Life has changed: I have an amazing husband who now has his B.B.A, his Masters, and his C.P.A license, I have a son who just turned 9, who now can read and hold conversations and is amazingly awesome. I know I am biased and that is okay.  I am now working and have a classroom of 21 new little ones (of chickadees and muchkins).  I have a family who walks the world for us and that I know we are taken care of and I have a best friend who I couldn’t imagine life without and who helps me more than anyone knows.  Yet on top of this I have a son who was blessed to go to Heaven.  I know he is there, my best friend while she never met him knows that he is there and helps me know that it is okay to hurt and even more okay to be happy.  Yes, life moves on! Life moves on even for me. 

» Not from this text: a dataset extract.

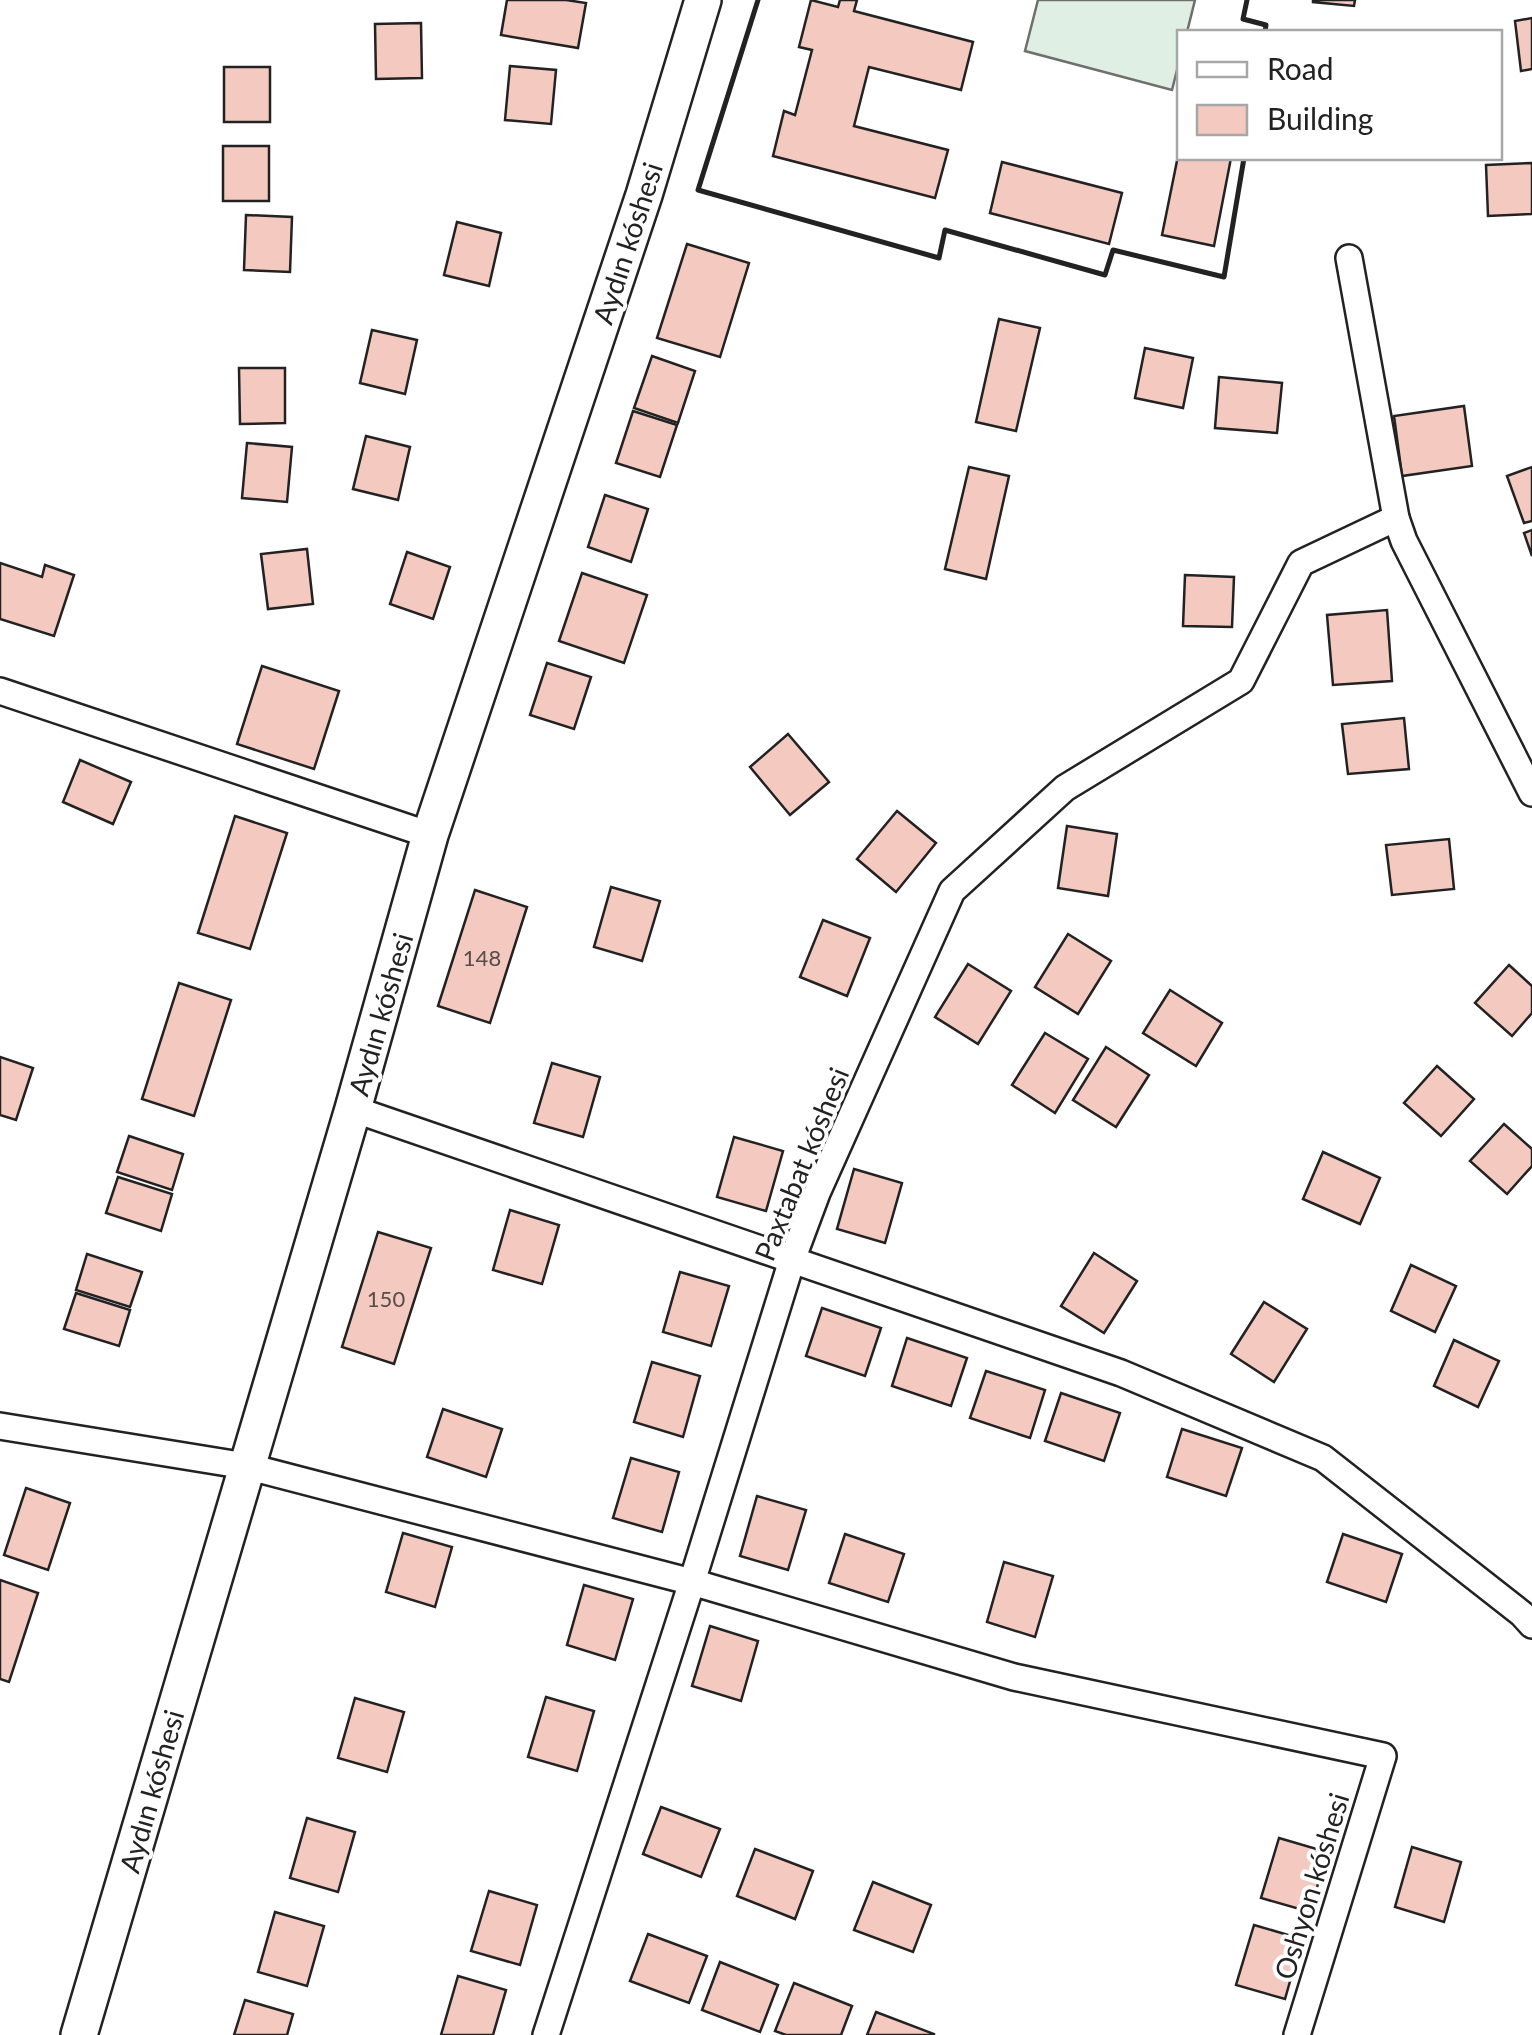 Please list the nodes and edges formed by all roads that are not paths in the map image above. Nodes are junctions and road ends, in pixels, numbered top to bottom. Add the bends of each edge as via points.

Sometimes I still feel like time is stopped only for me, that the pain is so real and so painful that I can’t breathe without feeling like I am going to have my chest shatter.  Sometimes I still get mad at people who seem to think cancer is the only way to die or that certain things are better/worse to die of.  However, I can see that life moves.  Good happens, God’s grace is evident   I won’t sit here and pretend that I don’t miss people or that everything is always good.  However, I can tell you that I am stronger, that I will be always be moving towards touching as many lives as I can.  I strive to let others know that they are not alone and that no matter what they are never in it by themselves.  Its okay to hurt to be mad to want it to change but it is okay to celebrate birthdays and to see good in bad situations. 

I will look at the pictures and I will see hope, I will see joy and I will see love!

1 comment:

  1. Hello, Jen!

    Just wanted you to know that you cross my mind from time to time and I checked in here to see how you are doing. No words of wisdom--just a note to let you know I am thinking of you.